Khyber Pakhtunkhwa is pushing the federal government to return some 3,150 ancient Gandhara artefacts currently houses in museums in Islamabad, Lahore, Karachi and Taxila.
“If the federal government obliges, Taxila Museum, the National Museum of Pakistan in Karachi and the Lahore Fort Museum, will be left almost empty,” former Lahore Museum director general Salimul Haq told Dawn.
Gandhara art makes up some of the oldest and most significant collections in all major museums, he said and was more important than artefacts from the Mughal and British periods.
“The statue of Fasting Siddharta alone is the most expensive ancient Gandhara article in Lahore Museum to give you one example,” Mr Haq added.
Dr Fazal Dad Kakar, the former director-general of the Department of Archaeology and Museums in Islamabad, said that Gandhara art “unites the country”.
“The National Museum Karachi, Taxila Museum and Lahore Museum are home to some of the most significant Gandhara articles ever discovered,” he said.If federal govt obliges, Taxila Museum, National Museum in Karachi and Lahore Fort Museum will be almost empty, former Lahore Museum official says
These museums have thousands of Gandhara articles in stores and on display. Between 1860 and 1902, all the excavated items were kept in regional offices of Department of Archaeology in Lahore and were also shifted to Calcutta. After Sir John Marshal took over the department small and large discoveries were kept in stores in Taxila.

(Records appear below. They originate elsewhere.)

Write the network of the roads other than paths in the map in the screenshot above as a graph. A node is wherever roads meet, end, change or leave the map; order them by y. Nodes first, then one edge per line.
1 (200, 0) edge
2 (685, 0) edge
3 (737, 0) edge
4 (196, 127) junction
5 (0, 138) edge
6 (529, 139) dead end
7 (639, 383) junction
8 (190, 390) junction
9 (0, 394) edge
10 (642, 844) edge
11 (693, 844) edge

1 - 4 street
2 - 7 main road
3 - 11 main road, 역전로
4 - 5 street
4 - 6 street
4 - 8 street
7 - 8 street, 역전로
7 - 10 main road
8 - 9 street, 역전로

Dr Kakar explained that after the 18th Amendment, the ownership of items and setups on the concurrent list, such as sites and monuments, were handed over to the respective provinces.

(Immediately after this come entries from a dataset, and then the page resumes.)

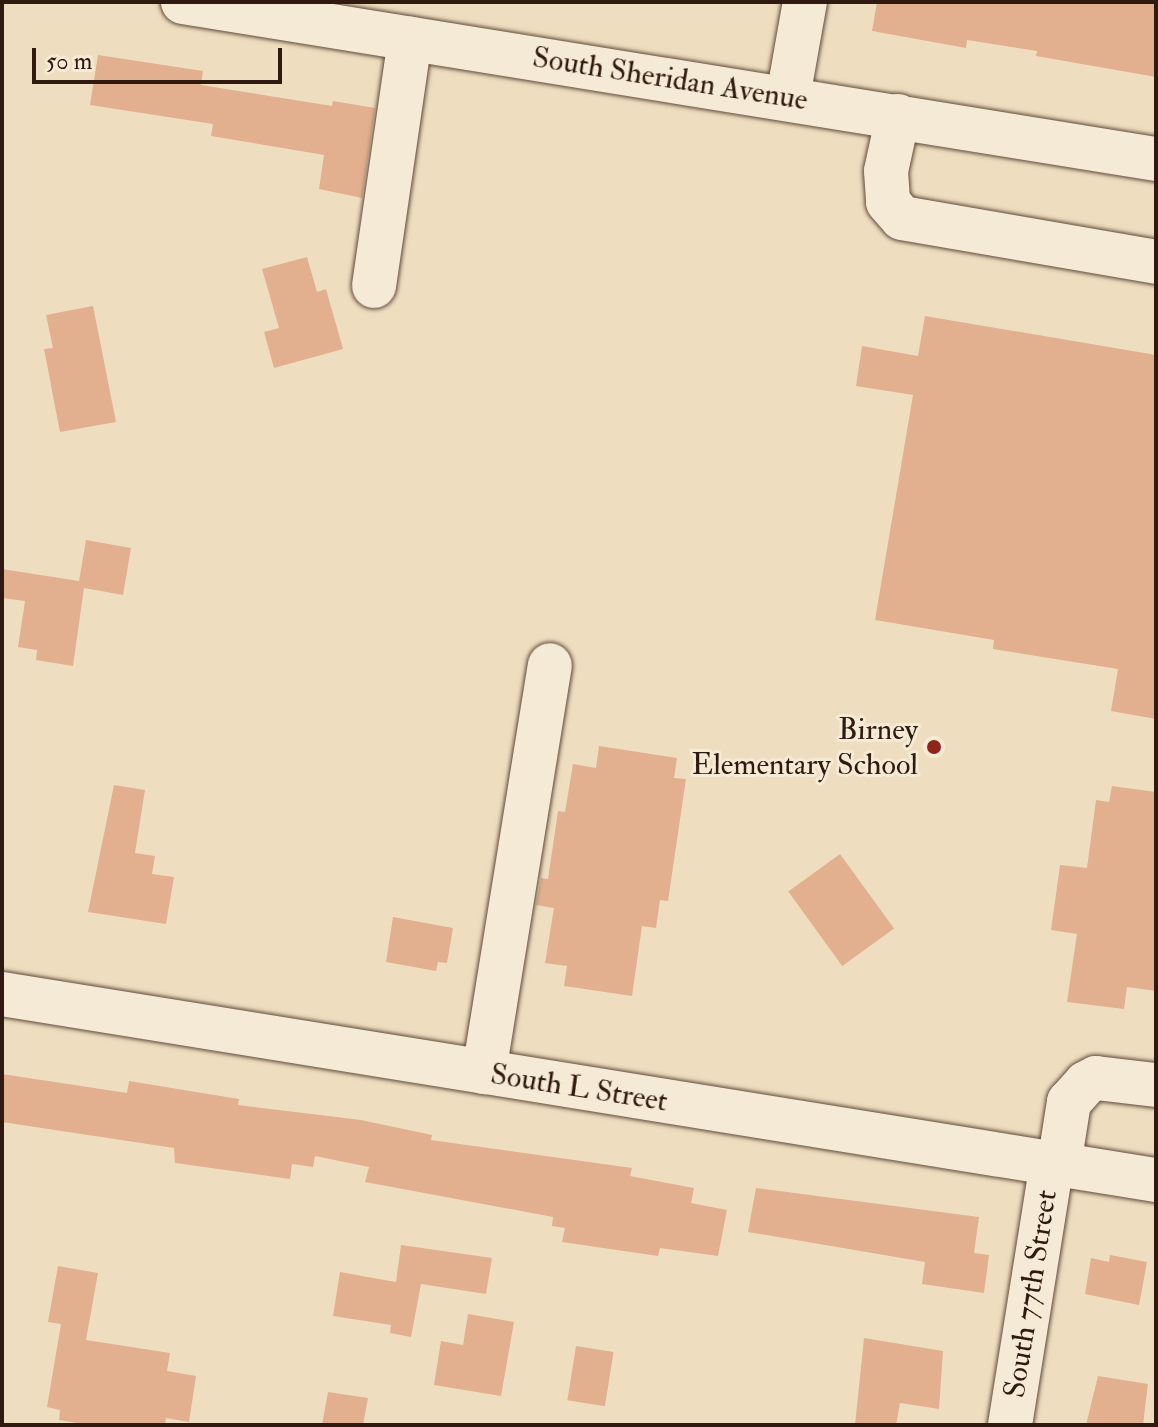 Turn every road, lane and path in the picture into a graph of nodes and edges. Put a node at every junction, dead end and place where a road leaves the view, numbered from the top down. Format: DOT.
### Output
graph roads {
  1 [pos="183,2"];
  2 [pos="805,2"];
  3 [pos="410,39"];
  4 [pos="788,97"];
  5 [pos="898,116"];
  6 [pos="1156,159"];
  7 [pos="1156,262"];
  8 [pos="374,286"];
  9 [pos="550,665"];
  10 [pos="2,994"];
  11 [pos="484,1072"];
  12 [pos="1156,1085"];
  13 [pos="1055,1164"];
  14 [pos="1156,1180"];
  15 [pos="1010,1425"];
  1 -- 3 [label="street, South Sheridan Avenue"];
  2 -- 4 [label="street"];
  3 -- 4 [label="street, South Sheridan Avenue"];
  3 -- 8 [label="street"];
  4 -- 5 [label="street, South Sheridan Avenue"];
  5 -- 6 [label="street, South Sheridan Avenue"];
  5 -- 7 [label="street"];
  9 -- 11 [label="street"];
  10 -- 11 [label="street, South L Street"];
  11 -- 13 [label="street, South L Street"];
  12 -- 13 [label="street, South 77th Street"];
  13 -- 14 [label="street, South L Street"];
  13 -- 15 [label="street, South 77th Street"];
}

“However, all the museums, libraries and laboratories and such institutions listed in the federal list were retained by the federal government under constitutional law,” he said.

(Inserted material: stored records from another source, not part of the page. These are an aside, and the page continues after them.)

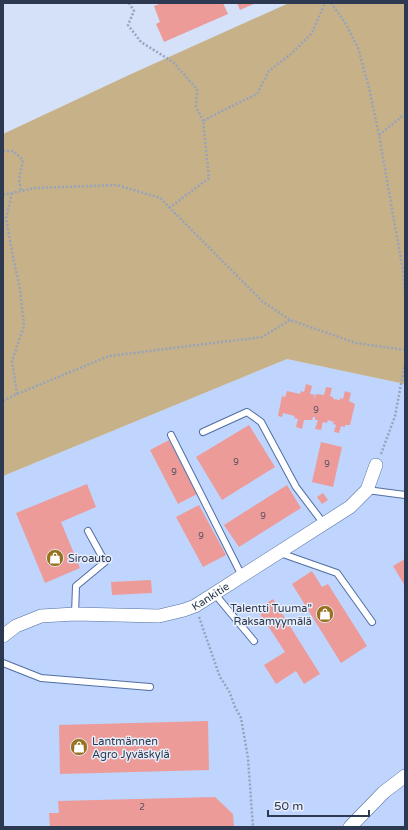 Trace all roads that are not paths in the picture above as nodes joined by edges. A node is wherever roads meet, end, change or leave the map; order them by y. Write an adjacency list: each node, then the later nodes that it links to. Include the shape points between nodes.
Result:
1 (203, 432): 6 (lane, via 247,412 261,422 296,487)
2 (172, 435): 9 (lane)
3 (376, 465): 4 (street, Kankitie)
4 (367, 490): 5 (lane); 6 (street, Kankitie, via 350,507)
5 (405, 496)
6 (324, 524): 8 (street, Kankitie)
7 (88, 531): 11 (lane, via 105,562 76,586)
8 (279, 552): 9 (street, Kankitie); 12 (lane, via 337,573)
9 (242, 576): 10 (street, Kankitie)
10 (214, 593): 11 (street, Kankitie, via 195,606 159,616); 14 (lane)
11 (75, 614): 13 (street, Kankitie, via 41,616 16,626)
12 (372, 622)
13 (3, 636)
14 (254, 641)
15 (3, 663): 16 (lane, via 41,678)
16 (150, 687)
17 (405, 776): 18 (street, via 384,792)
18 (350, 827) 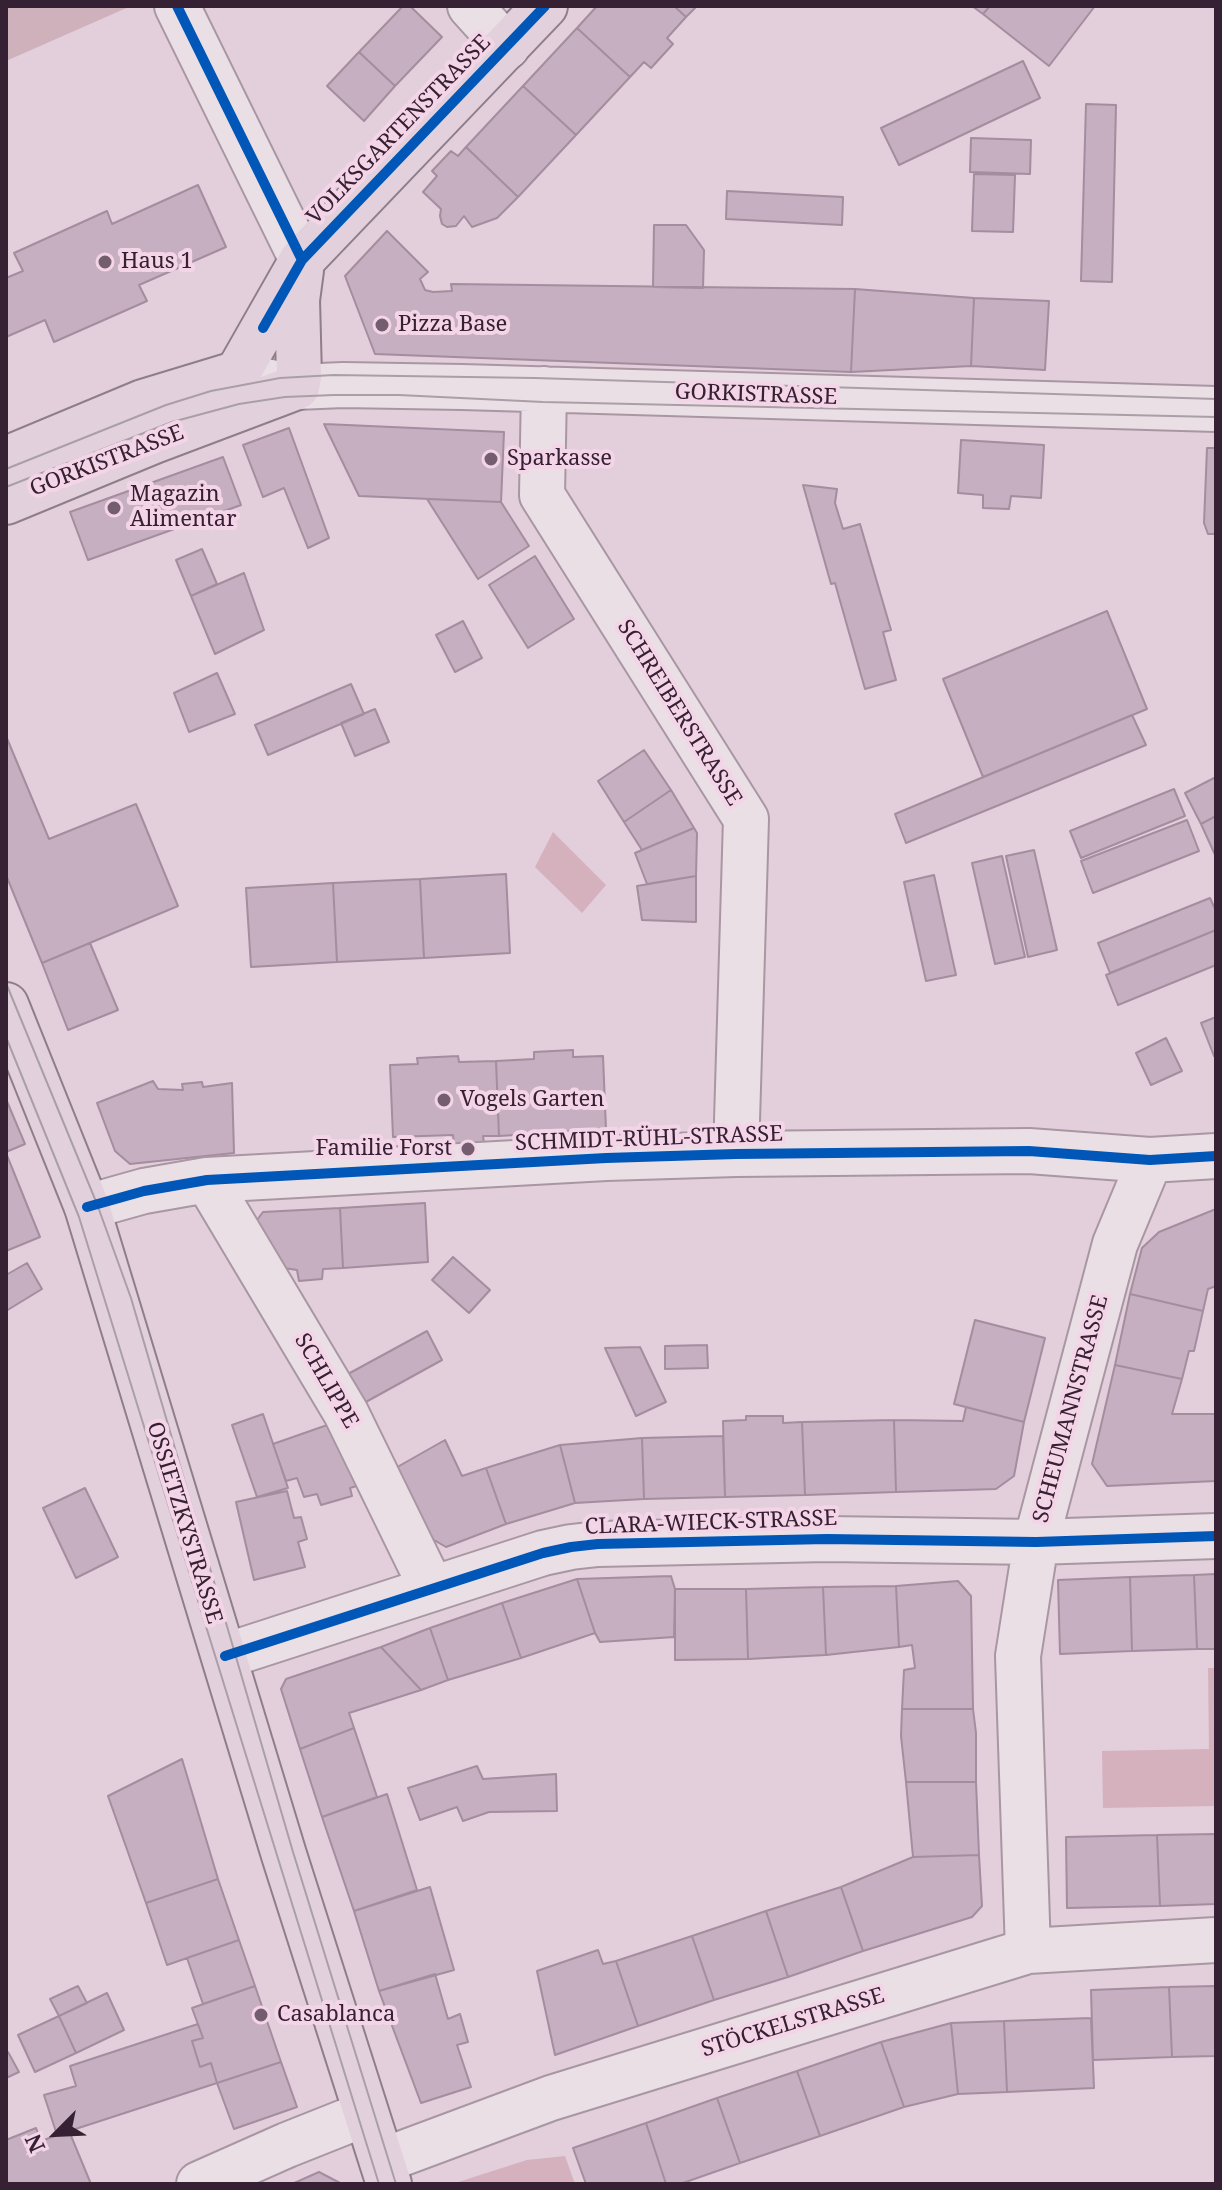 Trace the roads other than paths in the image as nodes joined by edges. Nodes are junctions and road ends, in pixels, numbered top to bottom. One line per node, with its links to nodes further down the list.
1 (177, 6): 5 (street)
2 (470, 6): 4 (street)
3 (545, 6): 4 (main road, VOLKSGARTENSTRASSE)
4 (507, 47): 5 (main road, VOLKSGARTENSTRASSE)
5 (302, 260): 6 (main road, VOLKSGARTENSTRASSE); 7 (main road)
6 (232, 375): 7 (street, GORKISTRASSE); 10 (main road, GORKISTRASSE)
7 (297, 387): 8 (street, GORKISTRASSE); 11 (main road, GORKISTRASSE)
8 (544, 389): 9 (street, GORKISTRASSE); 13 (street, SCHREIBERSTRASSE)
9 (1216, 409)
10 (6, 459)
11 (6, 502)
12 (6, 1005): 17 (main road, OSSIETZKYSTRASSE)
13 (736, 1154): 15 (street, SCHMIDT-RÜHL-STRASSE); 16 (street, SCHMIDT-RÜHL-STRASSE)
14 (1216, 1156): 15 (street, SCHMIDT-RÜHL-STRASSE)
15 (1150, 1160): 19 (street, SCHEUMANNSTRASSE)
16 (207, 1180): 17 (street, SCHMIDT-RÜHL-STRASSE); 20 (street, SCHLIPPE)
17 (87, 1207): 21 (main road, OSSIETZKYSTRASSE)
18 (1216, 1536): 19 (street, CLARA-WIECK-STRASSE)
19 (1036, 1542): 20 (street, CLARA-WIECK-STRASSE); 23 (street, SCHEUMANNSTRASSE)
20 (432, 1589): 21 (street, CLARA-WIECK-STRASSE)
21 (225, 1656): 24 (main road, OSSIETZKYSTRASSE)
22 (1216, 1940): 23 (street, STÖCKELSTRASSE)
23 (1028, 1951): 25 (street, STÖCKELSTRASSE)
24 (365, 2114): 25 (main road, OSSIETZKYSTRASSE); 26 (street)
25 (386, 2172)
26 (199, 2184)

The Harappa Museum, Javed Manzil in Lahore and Sikh and Mughal galleries in the Lahore Fort are, among others, legally properties of the federal government. The National Museum in Karachi is also owned by the federal government.
There are more than 1,180 Gandhara art pieces in the National Museum of Pakistan in Karachi, and some 1,600 articles ar the Exploration and Excavation Branch in Karachi.